Of course, it is not easy to keep competing year after year.
"It has to be someone who is very, very driven and injury-free," Gonzalez-Alonso said. "The hardest thing is to have the motivation to train well." As years go by, many tire of the discipline, said Dr. Michael Joyner, an exercise researcher at the Mayo Clinic. "How much do you want to suffer every day?" he asked.
American 10-meter platform diver Laura Wilkinson, who won gold in Sydney in 2000, competed in in her third Olympiad in Beijing, finishing in ninth place. The Chinese diver who won the event, Ruolin Chen, is 15-years old.
Then, there's 39-year-old Sheila Taormina, who is competing in her fourth Olympiad and her third different sport. Taormina won gold as a member of the 1996 4x200 relay team in Atlanta. In 2000 and 2004 she competed for the U.S. triathlon team. This year, she placed 19th in the modern pentathlon (freestyle swimming, shooting, fencing, cross-country running and horse jumping).
But in the end, whether an athlete can continue often comes down to money. And one reason coaches and exercise researchers expect to see many older Olympians in the future is that for the first time in many sports, athletes are finding that they can make a living by competing.
Joyner offered swimming as an example. Elite swimmers cannot just go out and train themselves. They need a coach, a-50 meter pool and the financial support to be able to spend three, four or five hours a day training. Such a schedule makes it difficult to hold a full-time job.
Until recently, that meant that elite swimmers were in high school or college. After college, it became impossible to train without a team, and most swimmers felt they had to earn a living some other way.
No more, said Frank Busch, an Olympic swimming coach who said companies were now supporting swimmers.
"You're seeing the age of the Olympic team continue to get older," Busch said. Now, he said, 90 percent of U.S. Olympic swimmers were professional athletes. In contrast to what happened in the past, very few high school and college students are on the team and it is common for Olympic swimmers to be in their mid- to late twenties.
"Pro swimming has changed the whole scene," Busch said.
Sandy Neilson, an Olympic swimmer who won three gold medals in 1972, watched the transformation happen.

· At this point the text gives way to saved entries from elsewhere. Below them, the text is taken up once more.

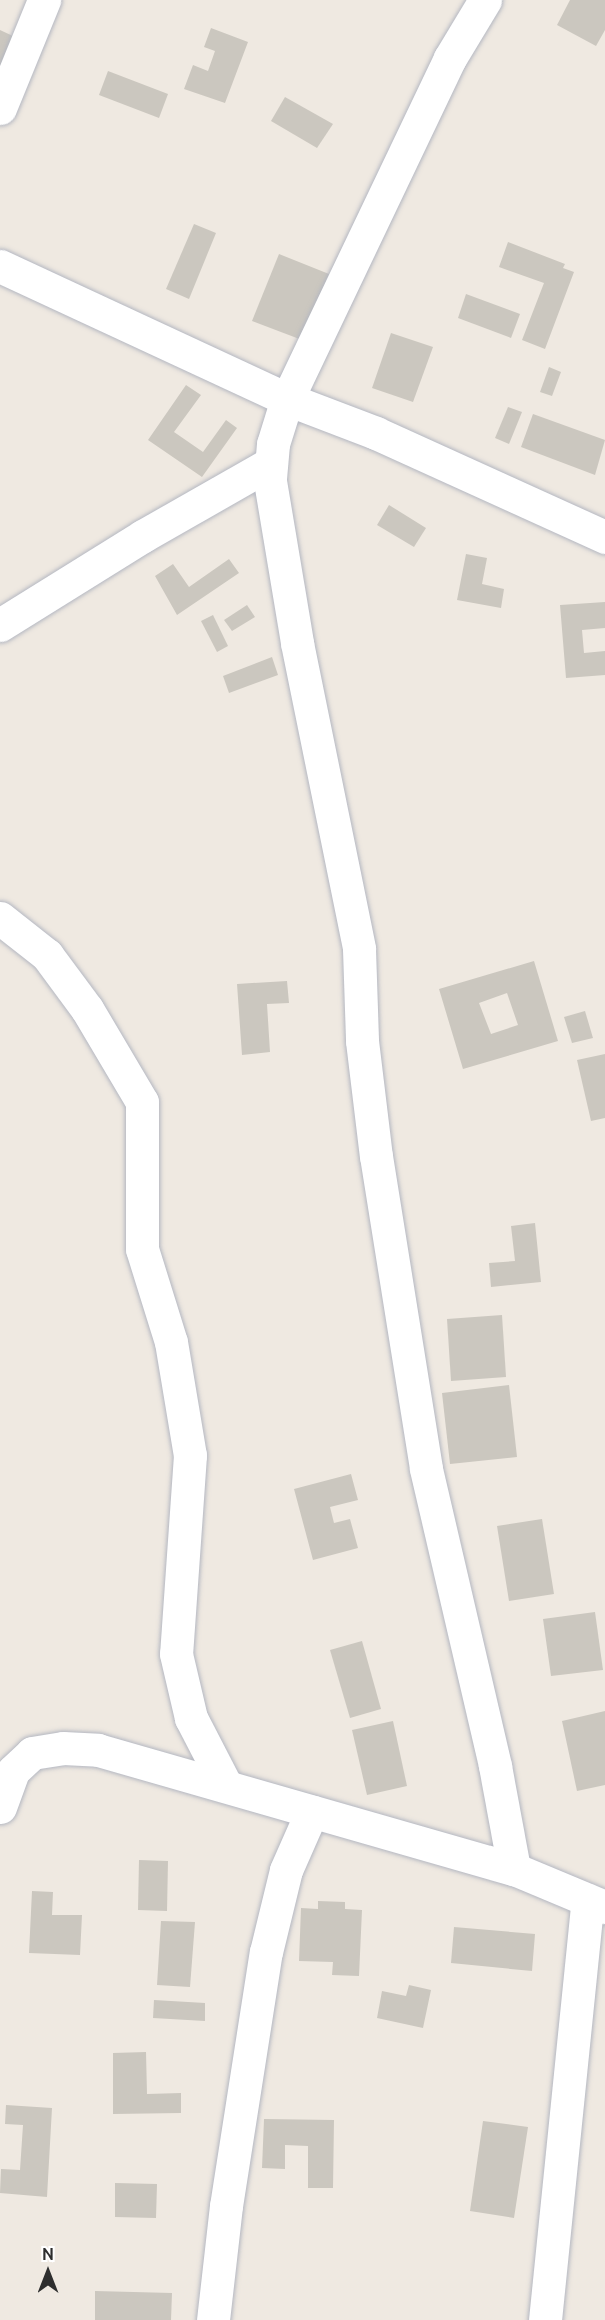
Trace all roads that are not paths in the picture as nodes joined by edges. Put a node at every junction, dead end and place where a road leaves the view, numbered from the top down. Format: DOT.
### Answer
graph roads {
  1 [pos="44,0"];
  2 [pos="485,0"];
  3 [pos="0,108"];
  4 [pos="0,266"];
  5 [pos="287,399"];
  6 [pos="271,463"];
  7 [pos="605,537"];
  8 [pos="0,625"];
  9 [pos="0,918"];
  10 [pos="11,1752"];
  11 [pos="225,1784"];
  12 [pos="0,1807"];
  13 [pos="312,1811"];
  14 [pos="514,1869"];
  15 [pos="597,1903"];
  16 [pos="213,2320"];
  17 [pos="545,2320"];
  1 -- 3 [label="street"];
  2 -- 5 [label="street"];
  4 -- 5 [label="street"];
  5 -- 6 [label="street"];
  5 -- 7 [label="street"];
  6 -- 8 [label="street"];
  6 -- 14 [label="street"];
  9 -- 11 [label="street"];
  10 -- 11 [label="street"];
  10 -- 12 [label="street"];
  11 -- 13 [label="street"];
  13 -- 14 [label="street"];
  13 -- 16 [label="street"];
  14 -- 15 [label="street"];
  15 -- 17 [label="street"];
}
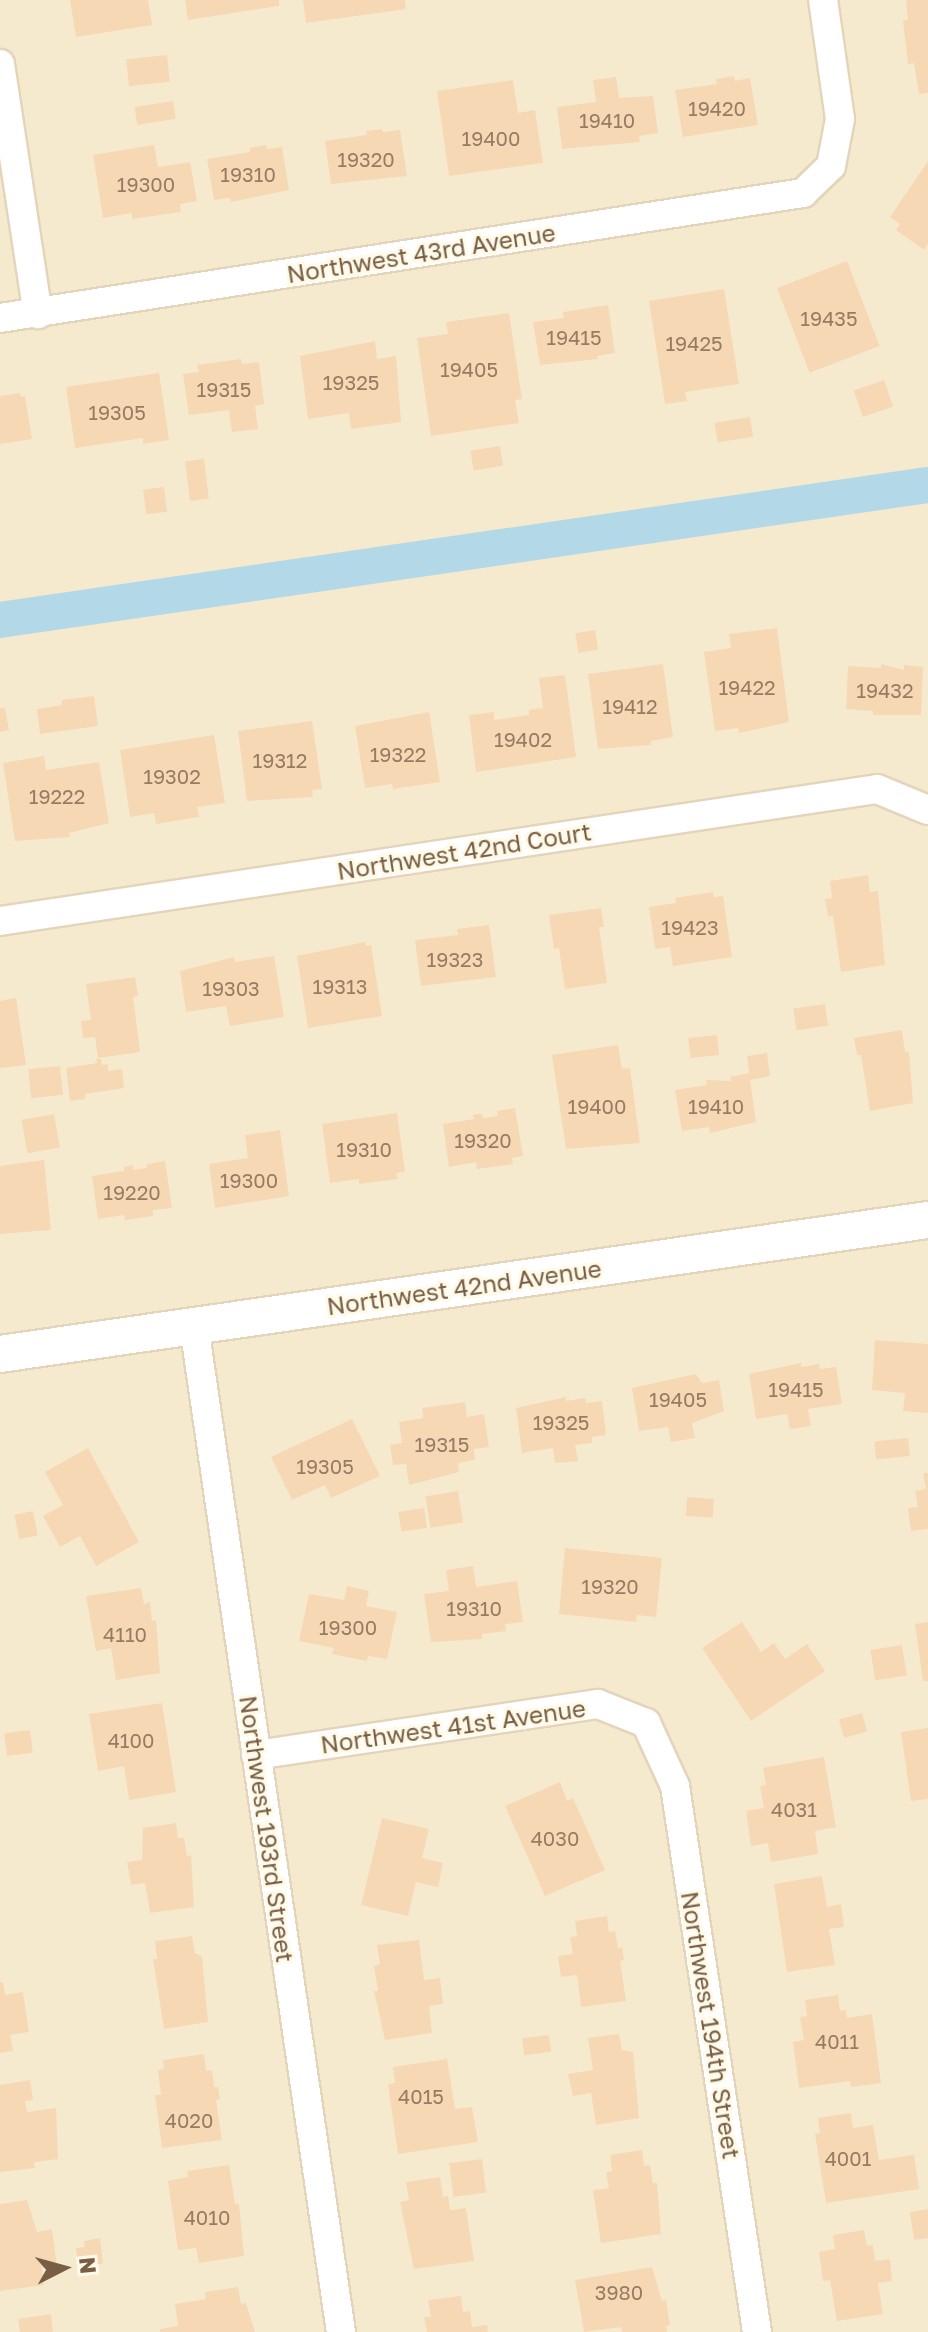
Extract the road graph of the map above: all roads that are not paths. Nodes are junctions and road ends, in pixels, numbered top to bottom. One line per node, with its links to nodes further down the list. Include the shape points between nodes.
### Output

"Back when I was 16, there weren't scholarships for women," she said. "It was unheard of out of college. Things really started to change between 1984 and 1988 to allow the athletes to receive money without losing their amateur status." She decided to take advantage of the change and return to the sport, coached by her husband.

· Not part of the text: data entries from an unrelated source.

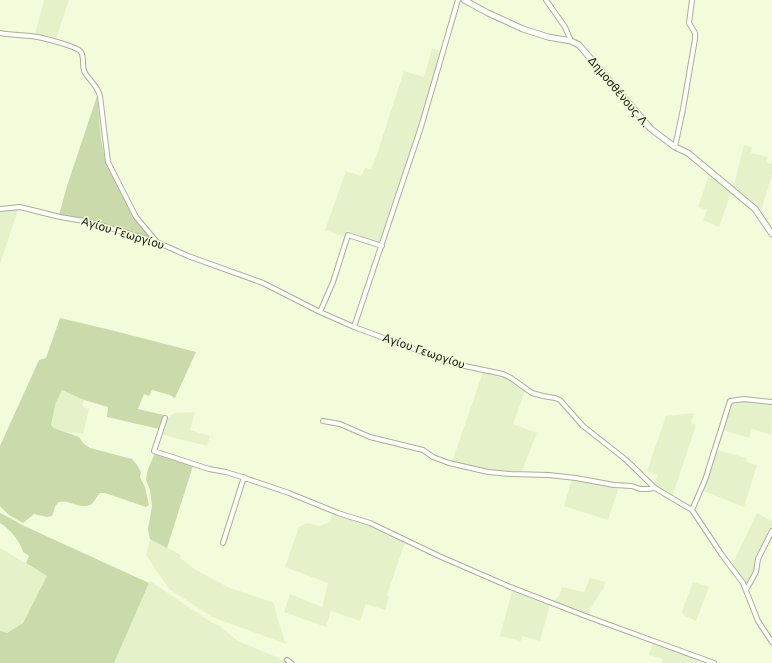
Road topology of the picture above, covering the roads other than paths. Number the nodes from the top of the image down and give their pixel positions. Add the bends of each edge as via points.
1 (458, 0) edge
2 (464, 0) edge
3 (546, 0) edge
4 (692, 0) edge
5 (0, 33) edge
6 (571, 41) junction
7 (675, 147) junction
8 (0, 209) edge
9 (772, 234) edge
10 (157, 242) junction
11 (382, 246) junction
12 (320, 312) junction
13 (354, 327) junction
14 (772, 402) edge
15 (165, 418) dead end
16 (323, 421) dead end
17 (244, 477) junction
18 (655, 488) junction
19 (692, 510) junction
20 (772, 531) edge
21 (223, 543) dead end
22 (746, 590) junction
23 (772, 642) edge
24 (287, 660) dead end
25 (291, 663) edge
26 (714, 663) edge

1 - 11 street via 434,87
2 - 6 street, Δημοσθένους Λ. via 523,29
3 - 6 street
4 - 7 street via 689,23 695,38
5 - 10 street via 44,38 81,51 83,68 98,88 108,162 136,217
6 - 7 street, Δημοσθένους Λ. via 584,50 651,129
7 - 9 street, Δημοσθένους Λ. via 688,153 755,210
8 - 10 street, Αγίου Γεωργίου via 20,207 90,222
10 - 12 street, Αγίου Γεωργίου via 263,283
11 - 12 street via 348,235
11 - 13 street
12 - 13 street, Αγίου Γεωργίου
13 - 18 street, Αγίου Γεωργίου via 455,364 503,374 532,393 560,400 583,426 625,459
14 - 19 street via 744,399 730,401 705,480
15 - 17 street via 154,451 209,469
16 - 18 street via 340,424 370,437 415,447 449,463 476,469 576,478 640,489
17 - 21 street
17 - 26 street via 370,523 522,591
18 - 19 street, Αγίου Γεωργίου
19 - 22 street, Αγίου Γεωργίου
20 - 22 street
22 - 23 street, Αγίου Γεωργίου via 758,621
24 - 25 street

In 1984, she was named the U.S. Swimming national comeback swimmer of the year. Now, at age 40 and as a mother of four, she seeks to maintain that competitive edge.
"It's something no one else has done," she said. "I believe I can go faster. My training hasn't been what it needs to be. There's room for improvement. I'm not looking at the 40-year-old wall. Life goes on after 40."
In addition to money, sports medicine has made a difference, Joyner said. Older athletes may be more prone to injuries, but today's medicine allows them to recover quicker. "Knee surgery used to be medieval," he said. But now, athletes can go back to training almost immediately.
So have improved training techniques, Gonzalez-Alonso said.
Athletes today train better and have more support.
And there, Dara Torres may be paving the way. In 1992, she learned she had asthma. She takes medicine that allows her to breathe normally, which allows her to train hard and compete. And with her head coach, sprint coach, two stretchers, two masseuses, a chiropractor and a nanny, she spent at least $100,000 a year preparing for the Olympics. But, of course, the results are clear.
Age, it turns out, may not be the obstacle it was thought to be.